[Study material Boundary: Start]

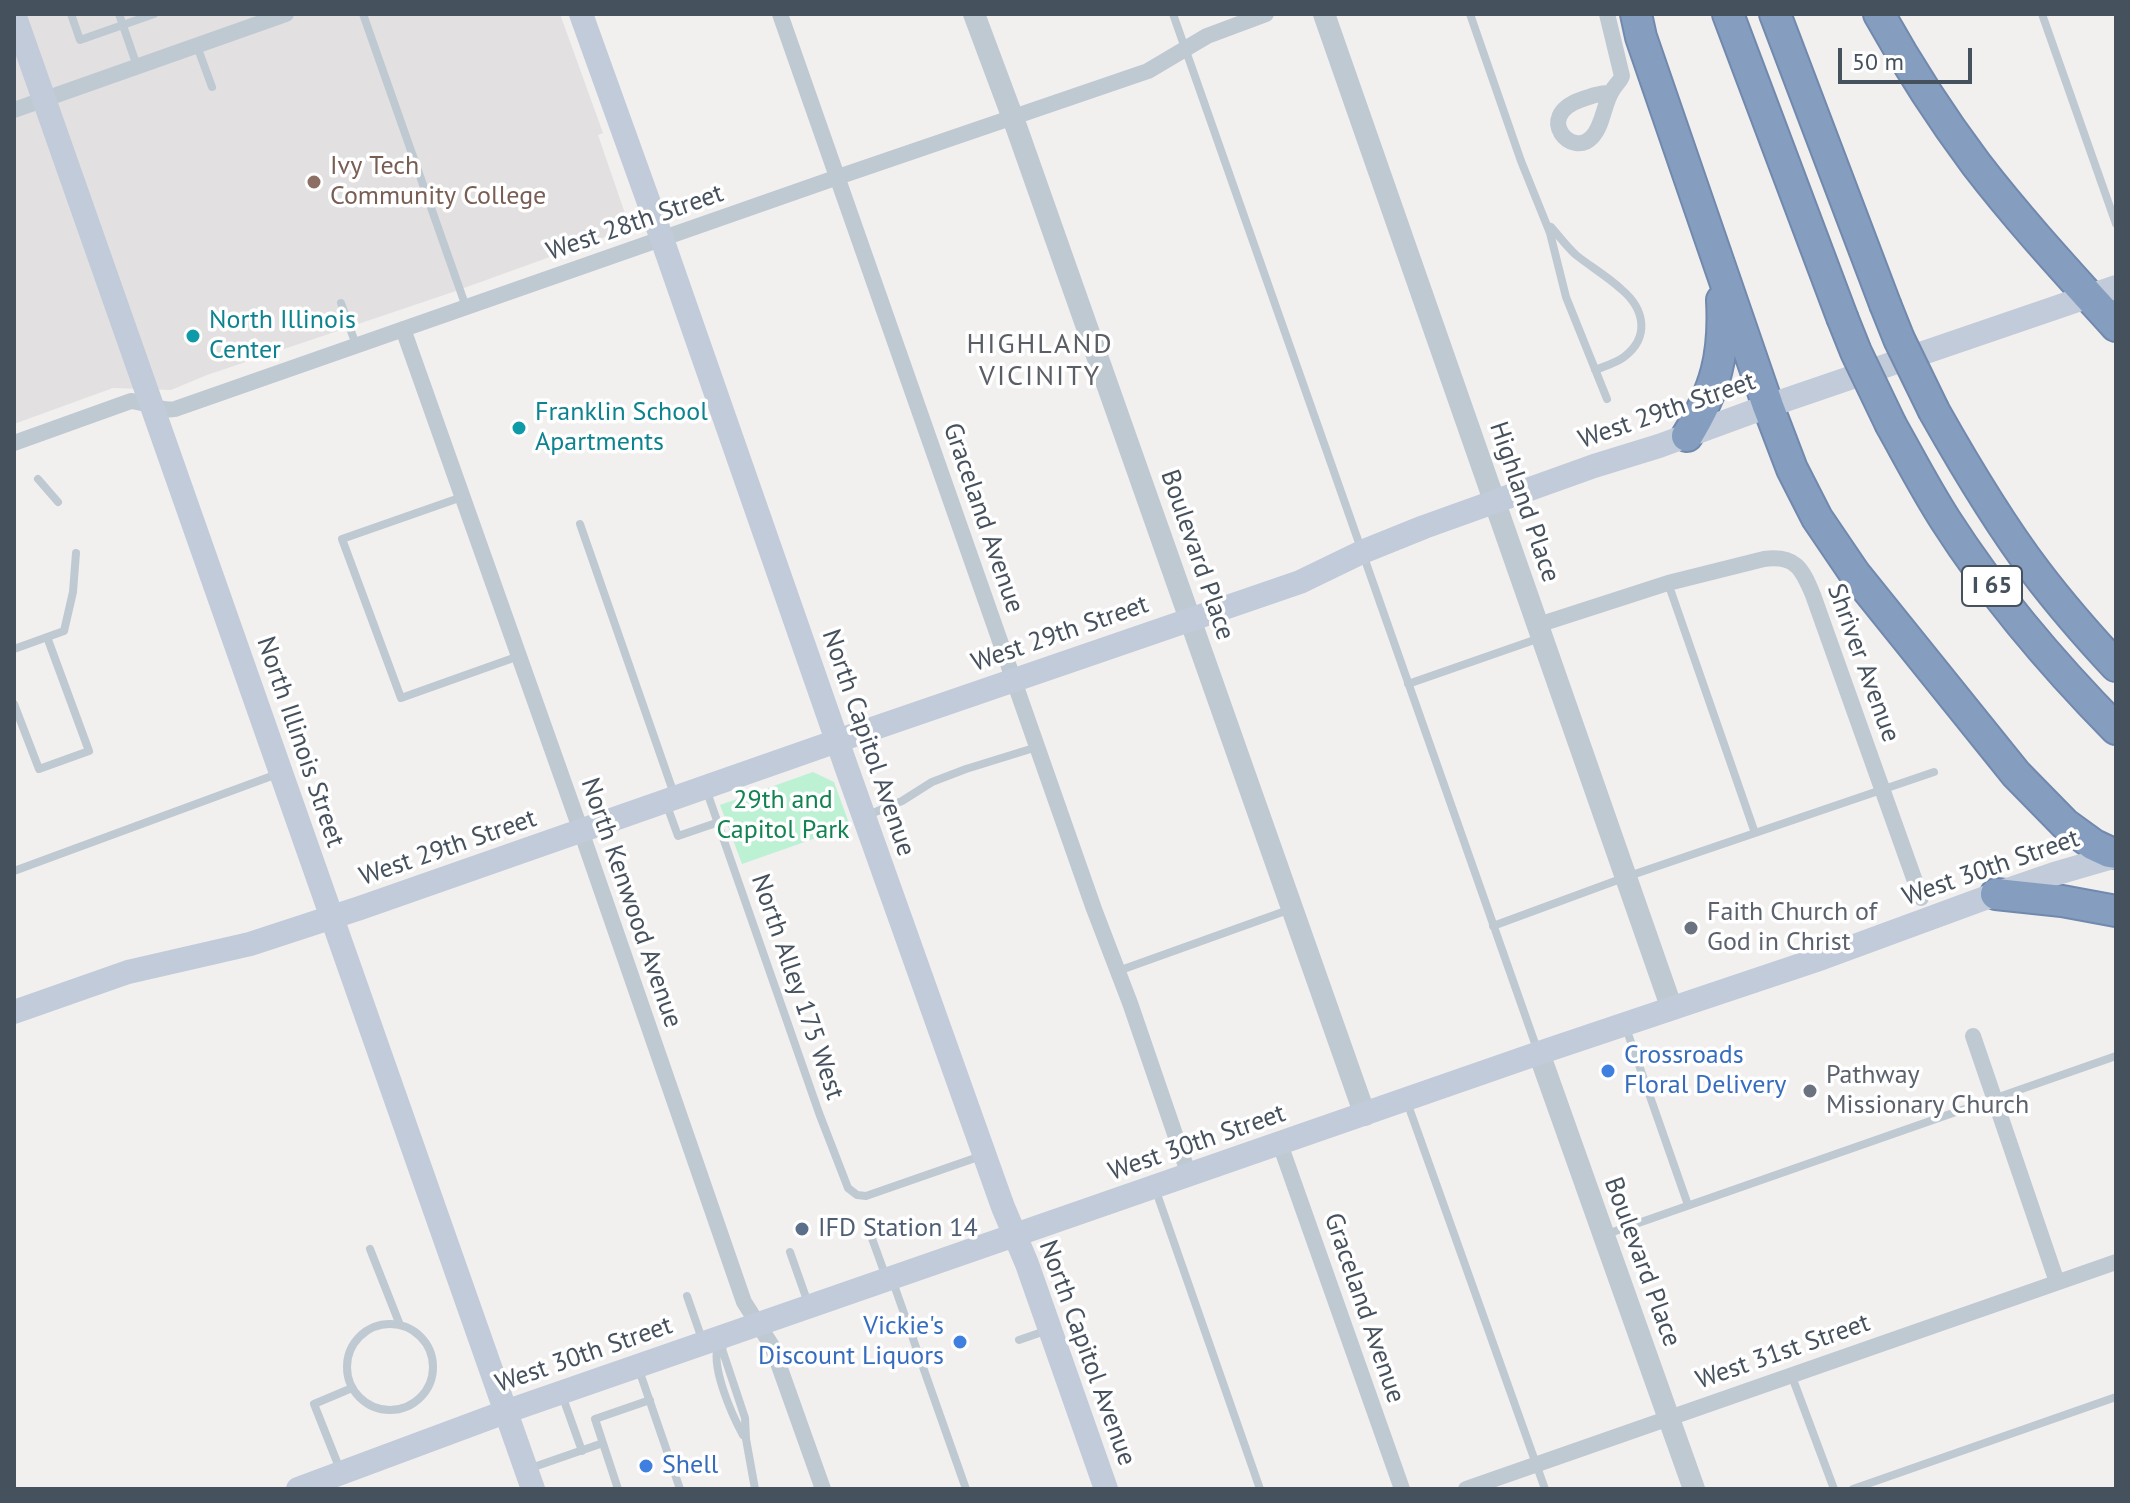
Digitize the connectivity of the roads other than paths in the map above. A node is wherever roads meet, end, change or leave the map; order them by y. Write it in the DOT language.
graph roads {
  1 [pos="14,14"];
  2 [pos="71,14"];
  3 [pos="119,14"];
  4 [pos="154,14"];
  5 [pos="286,14"];
  6 [pos="363,14"];
  7 [pos="581,14"];
  8 [pos="780,14"];
  9 [pos="974,14"];
  10 [pos="1173,14"];
  11 [pos="1266,14"];
  12 [pos="1324,14"];
  13 [pos="1470,14"];
  14 [pos="1607,14"];
  15 [pos="1636,14"];
  16 [pos="1728,14"];
  17 [pos="1775,14"];
  18 [pos="1879,14"];
  19 [pos="2042,14"];
  20 [pos="123,26"];
  21 [pos="197,45"];
  22 [pos="1185,50"];
  23 [pos="137,66"];
  24 [pos="212,87"];
  25 [pos="1610,93"];
  26 [pos="43,99"];
  27 [pos="14,110"];
  28 [pos="1013,117"];
  29 [pos="838,177"];
  30 [pos="1544,218"];
  31 [pos="2116,224"];
  32 [pos="662,239"];
  33 [pos="1721,266"];
  34 [pos="2102,291"];
  35 [pos="341,303"];
  36 [pos="466,307"];
  37 [pos="2116,326"];
  38 [pos="403,329"];
  39 [pos="356,345"];
  40 [pos="1595,370"];
  41 [pos="1607,399"];
  42 [pos="152,405"];
  43 [pos="1768,406"];
  44 [pos="1687,436"];
  45 [pos="14,443"];
  46 [pos="38,479"];
  47 [pos="463,496"];
  48 [pos="58,502"];
  49 [pos="1494,502"];
  50 [pos="580,524"];
  51 [pos="1362,552"];
  52 [pos="76,553"];
  53 [pos="1668,583"];
  54 [pos="1190,618"];
  55 [pos="1540,631"];
  56 [pos="47,637"];
  57 [pos="14,649"];
  58 [pos="519,656"];
  59 [pos="2116,666"];
  60 [pos="1015,680"];
  61 [pos="1408,684"];
  62 [pos="14,704"];
  63 [pos="2116,729"];
  64 [pos="837,741"];
  65 [pos="1038,746"];
  66 [pos="1934,772"];
  67 [pos="281,773"];
  68 [pos="706,788"];
  69 [pos="1882,789"];
  70 [pos="670,800"];
  71 [pos="864,816"];
  72 [pos="719,822"];
  73 [pos="581,831"];
  74 [pos="1755,833"];
  75 [pos="2116,855"];
  76 [pos="14,871"];
  77 [pos="1626,877"];
  78 [pos="1996,894"];
  79 [pos="1921,898"];
  80 [pos="1292,908"];
  81 [pos="2116,911"];
  82 [pos="332,917"];
  83 [pos="1493,926"];
  84 [pos="1118,971"];
  85 [pos="1672,1009"];
  86 [pos="14,1012"];
  87 [pos="1625,1025"];
  88 [pos="1973,1036"];
  89 [pos="1539,1053"];
  90 [pos="2116,1056"];
  91 [pos="1994,1099"];
  92 [pos="1406,1100"];
  93 [pos="1365,1115"];
  94 [pos="1280,1144"];
  95 [pos="985,1155"];
  96 [pos="1189,1175"];
  97 [pos="1154,1187"];
  98 [pos="1688,1205"];
  99 [pos="870,1233"];
  100 [pos="1015,1235"];
  101 [pos="1602,1235"];
  102 [pos="370,1249"];
  103 [pos="790,1252"];
  104 [pos="2116,1262"];
  105 [pos="889,1279"];
  106 [pos="2057,1282"];
  107 [pos="687,1296"];
  108 [pos="810,1307"];
  109 [pos="759,1324"];
  110 [pos="400,1325"];
  111 [pos="1050,1330"];
  112 [pos="714,1339"];
  113 [pos="1019,1340"];
  114 [pos="638,1366"];
  115 [pos="1791,1374"];
  116 [pos="352,1388"];
  117 [pos="561,1393"];
  118 [pos="2116,1397"];
  119 [pos="650,1400"];
  120 [pos="505,1412"];
  121 [pos="1668,1418"];
  122 [pos="603,1443"];
  123 [pos="582,1451"];
  124 [pos="1536,1464"];
  125 [pos="341,1473"];
  126 [pos="529,1480"];
  127 [pos="298,1489"];
  128 [pos="618,1489"];
  129 [pos="680,1489"];
  130 [pos="755,1489"];
  131 [pos="823,1489"];
  132 [pos="966,1489"];
  133 [pos="1106,1489"];
  134 [pos="1260,1489"];
  135 [pos="1402,1489"];
  136 [pos="1466,1489"];
  137 [pos="1545,1489"];
  138 [pos="1694,1489"];
  139 [pos="1834,1489"];
  140 [pos="1853,1489"];
  1 -- 26 [label="main road, North Illinois Street"];
  2 -- 20 [label="lane"];
  3 -- 20 [label="lane"];
  4 -- 20 [label="lane"];
  5 -- 21 [label="street"];
  6 -- 36 [label="lane"];
  7 -- 32 [label="main road, North Capitol Avenue"];
  8 -- 29 [label="street, Graceland Avenue"];
  9 -- 28 [label="street, Boulevard Place"];
  10 -- 22 [label="lane"];
  11 -- 22 [label="street, West 28th Street"];
  12 -- 49 [label="street, Highland Place"];
  13 -- 30 [label="lane"];
  14 -- 25 [label="street"];
  15 -- 33 [label="highway"];
  16 -- 63 [label="highway, I 65, bridge"];
  17 -- 59 [label="highway, I 65, bridge"];
  18 -- 34 [label="highway"];
  19 -- 31 [label="lane"];
  20 -- 23 [label="lane"];
  21 -- 23 [label="street"];
  21 -- 24 [label="lane"];
  22 -- 28 [label="street, West 28th Street"];
  22 -- 51 [label="lane"];
  23 -- 26 [label="street"];
  26 -- 27 [label="street"];
  26 -- 42 [label="main road, North Illinois Street"];
  28 -- 29 [label="street, West 28th Street"];
  28 -- 54 [label="street, Boulevard Place"];
  29 -- 32 [label="street, West 28th Street"];
  29 -- 60 [label="street, Graceland Avenue"];
  30 -- 40 [label="lane"];
  30 -- 40 [label="lane"];
  32 -- 36 [label="street, West 28th Street"];
  32 -- 64 [label="main road, North Capitol Avenue"];
  33 -- 43 [label="highway"];
  33 -- 44 [label="highway"];
  34 -- 37 [label="highway"];
  34 -- 43 [label="main road, West 29th Street"];
  35 -- 39 [label="lane"];
  36 -- 38 [label="street, West 28th Street"];
  38 -- 39 [label="street, West 28th Street"];
  38 -- 47 [label="street, North Kenwood Avenue"];
  39 -- 42 [label="street, West 28th Street"];
  40 -- 41 [label="lane"];
  42 -- 45 [label="street, West 28th Street"];
  42 -- 67 [label="main road, North Illinois Street"];
  43 -- 44 [label="main road, West 29th Street"];
  43 -- 75 [label="highway"];
  44 -- 49 [label="main road, West 29th Street"];
  46 -- 48 [label="lane"];
  47 -- 58 [label="street, North Kenwood Avenue"];
  47 -- 58 [label="lane"];
  49 -- 51 [label="main road, West 29th Street"];
  49 -- 55 [label="street, Highland Place"];
  50 -- 70 [label="lane"];
  51 -- 54 [label="main road, West 29th Street"];
  51 -- 61 [label="lane"];
  52 -- 56 [label="lane"];
  53 -- 55 [label="street, Shriver Avenue"];
  53 -- 69 [label="street, Shriver Avenue"];
  53 -- 74 [label="lane"];
  54 -- 60 [label="main road, West 29th Street"];
  54 -- 80 [label="street, Boulevard Place"];
  55 -- 61 [label="lane"];
  55 -- 77 [label="street, Highland Place"];
  56 -- 57 [label="lane"];
  56 -- 62 [label="lane"];
  58 -- 73 [label="street, North Kenwood Avenue"];
  60 -- 64 [label="main road, West 29th Street"];
  60 -- 65 [label="street, Graceland Avenue"];
  61 -- 83 [label="lane"];
  64 -- 68 [label="main road, West 29th Street"];
  64 -- 71 [label="main road, North Capitol Avenue"];
  65 -- 71 [label="lane"];
  65 -- 84 [label="street, Graceland Avenue"];
  66 -- 69 [label="lane"];
  67 -- 76 [label="lane"];
  67 -- 82 [label="main road, North Illinois Street"];
  68 -- 70 [label="main road, West 29th Street"];
  68 -- 72 [label="lane, North Alley 175 West"];
  69 -- 74 [label="lane"];
  69 -- 79 [label="street, Shriver Avenue"];
  70 -- 72 [label="lane"];
  70 -- 73 [label="main road, West 29th Street"];
  71 -- 95 [label="main road, North Capitol Avenue"];
  72 -- 95 [label="lane, North Alley 175 West"];
  73 -- 82 [label="main road, West 29th Street"];
  73 -- 109 [label="street, North Kenwood Avenue"];
  74 -- 77 [label="lane"];
  75 -- 78 [label="main road, West 30th Street"];
  77 -- 83 [label="lane"];
  77 -- 85 [label="street, Highland Place"];
  78 -- 81 [label="highway"];
  78 -- 85 [label="main road, West 30th Street"];
  80 -- 84 [label="lane"];
  80 -- 93 [label="street, Boulevard Place"];
  82 -- 86 [label="main road, West 29th Street"];
  82 -- 120 [label="main road, North Illinois Street"];
  83 -- 89 [label="lane"];
  84 -- 96 [label="street, Graceland Avenue"];
  85 -- 87 [label="main road, West 30th Street"];
  87 -- 89 [label="main road, West 30th Street"];
  87 -- 98 [label="lane"];
  88 -- 91 [label="street"];
  89 -- 92 [label="main road, West 30th Street"];
  89 -- 101 [label="street, Boulevard Place"];
  90 -- 91 [label="lane"];
  91 -- 98 [label="lane"];
  91 -- 106 [label="street"];
  92 -- 93 [label="main road, West 30th Street"];
  92 -- 124 [label="lane"];
  93 -- 94 [label="main road, West 30th Street"];
  94 -- 96 [label="main road, West 30th Street"];
  94 -- 135 [label="street, Graceland Avenue"];
  95 -- 100 [label="main road, North Capitol Avenue"];
  96 -- 97 [label="main road, West 30th Street"];
  97 -- 100 [label="main road, West 30th Street"];
  97 -- 134 [label="lane"];
  98 -- 101 [label="lane"];
  99 -- 105 [label="lane"];
  100 -- 105 [label="main road, West 30th Street"];
  100 -- 111 [label="main road, North Capitol Avenue"];
  101 -- 121 [label="street, Boulevard Place"];
  102 -- 110 [label="lane"];
  103 -- 108 [label="lane"];
  104 -- 106 [label="street, West 31st Street"];
  105 -- 108 [label="main road, West 30th Street"];
  105 -- 132 [label="lane"];
  106 -- 115 [label="street, West 31st Street"];
  107 -- 112 [label="lane"];
  108 -- 109 [label="main road, West 30th Street"];
  109 -- 112 [label="main road, West 30th Street"];
  109 -- 131 [label="street, North Kenwood Avenue"];
  110 -- 116 [label="lane"];
  110 -- 116 [label="lane"];
  111 -- 113 [label="lane"];
  111 -- 133 [label="main road, North Capitol Avenue"];
  112 -- 114 [label="main road, West 30th Street"];
  112 -- 130 [label="lane"];
  114 -- 117 [label="main road, West 30th Street"];
  114 -- 119 [label="lane"];
  115 -- 121 [label="street, West 31st Street"];
  115 -- 139 [label="lane"];
  116 -- 125 [label="lane"];
  117 -- 120 [label="main road, West 30th Street"];
  117 -- 123 [label="lane"];
  118 -- 140 [label="lane"];
  119 -- 122 [label="lane"];
  119 -- 129 [label="lane"];
  120 -- 125 [label="main road, West 30th Street"];
  120 -- 126 [label="main road, North Illinois Street"];
  121 -- 124 [label="street, West 31st Street"];
  121 -- 138 [label="street, Boulevard Place"];
  122 -- 123 [label="lane"];
  122 -- 128 [label="lane"];
  123 -- 126 [label="lane"];
  124 -- 136 [label="street, West 31st Street"];
  124 -- 137 [label="lane"];
  125 -- 127 [label="main road, West 30th Street"];
}
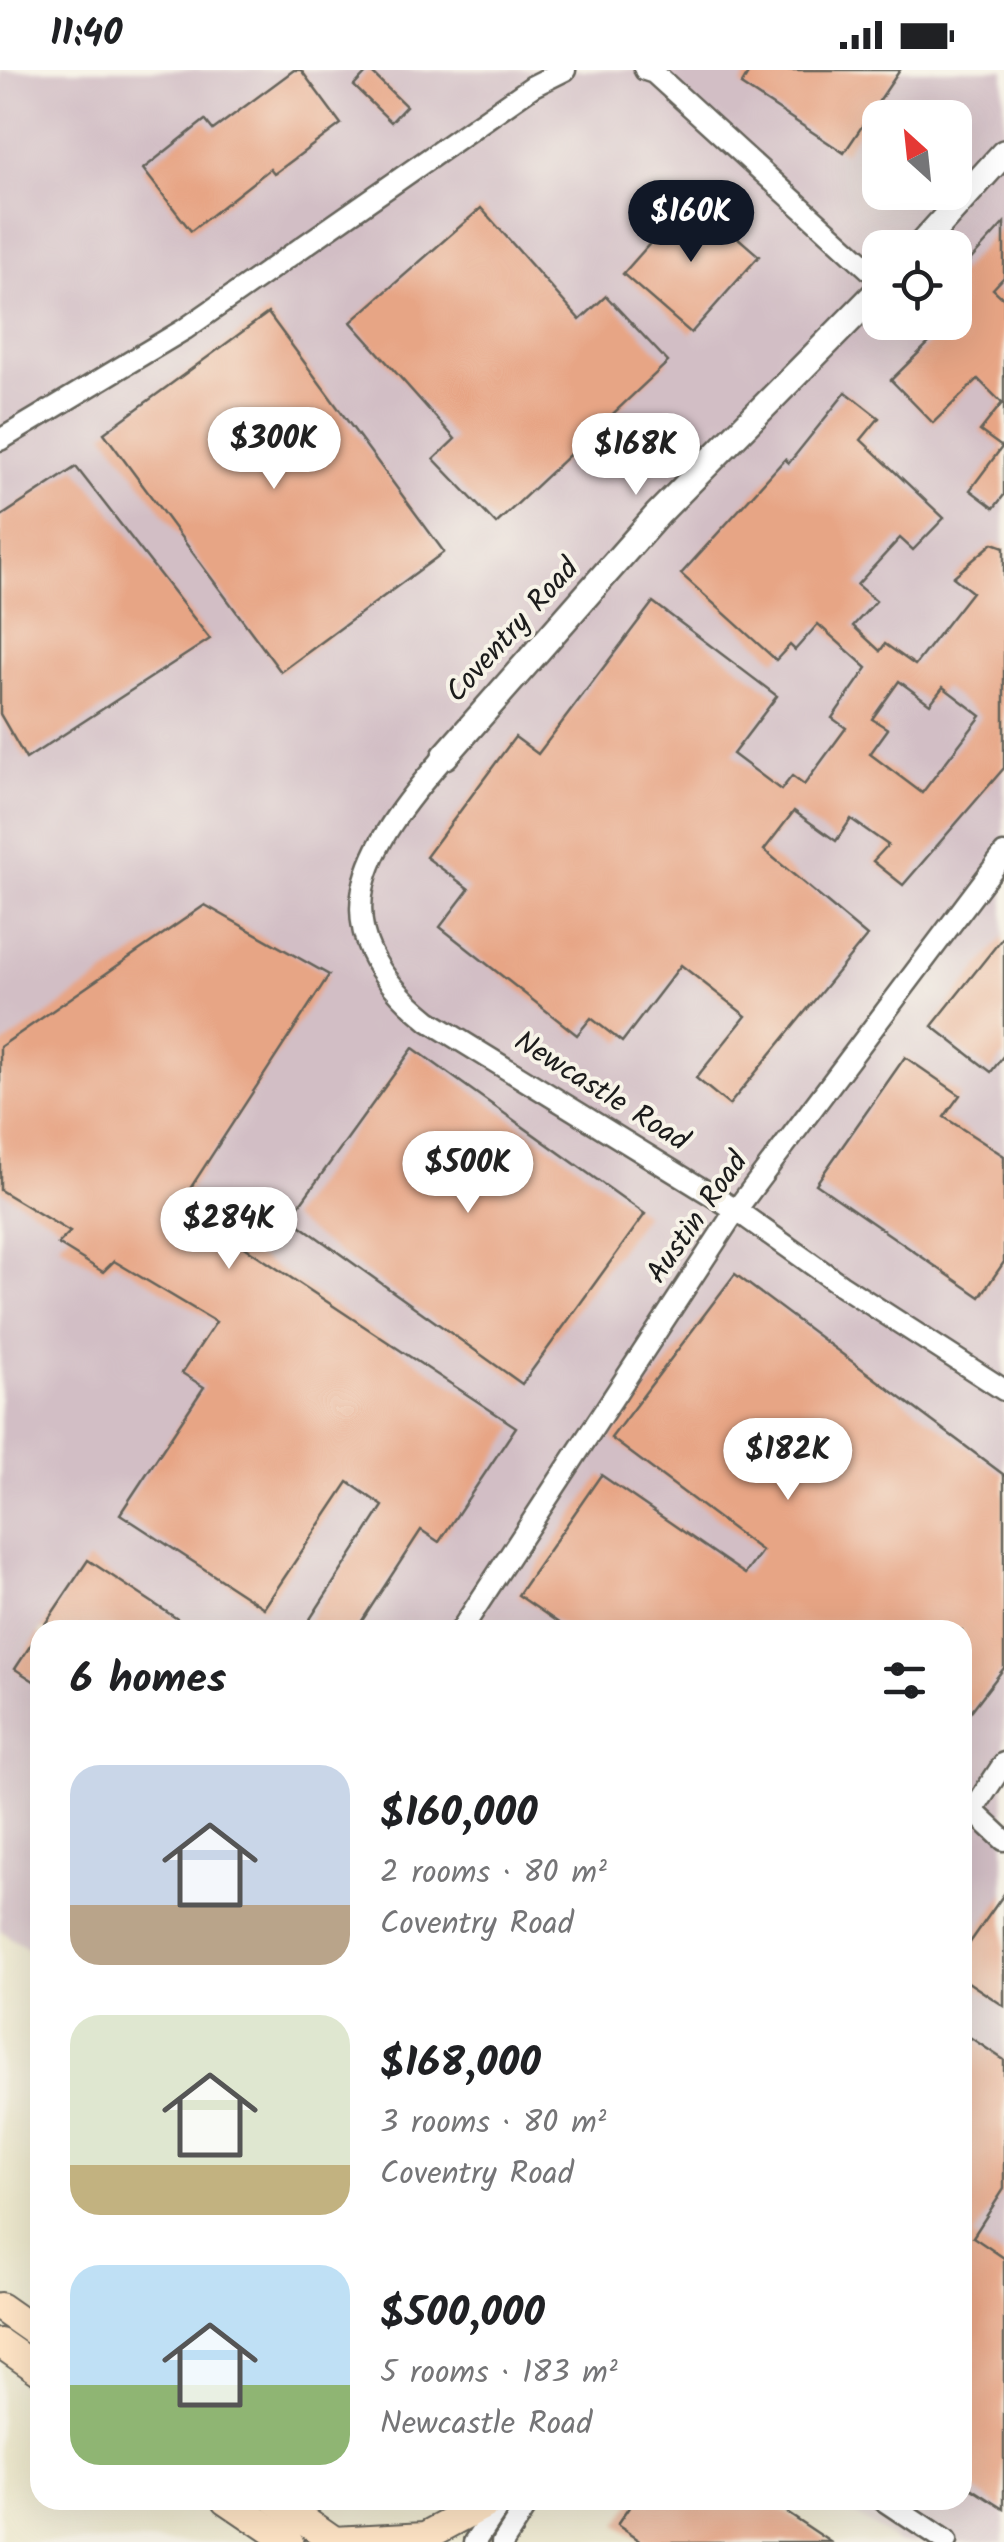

[Study material Boundary: End]

Where a line of the records holds the word "Shriver", copy that line.

Task answer.
  53 -- 55 [label="street, Shriver Avenue"];
  53 -- 69 [label="street, Shriver Avenue"];
  69 -- 79 [label="street, Shriver Avenue"];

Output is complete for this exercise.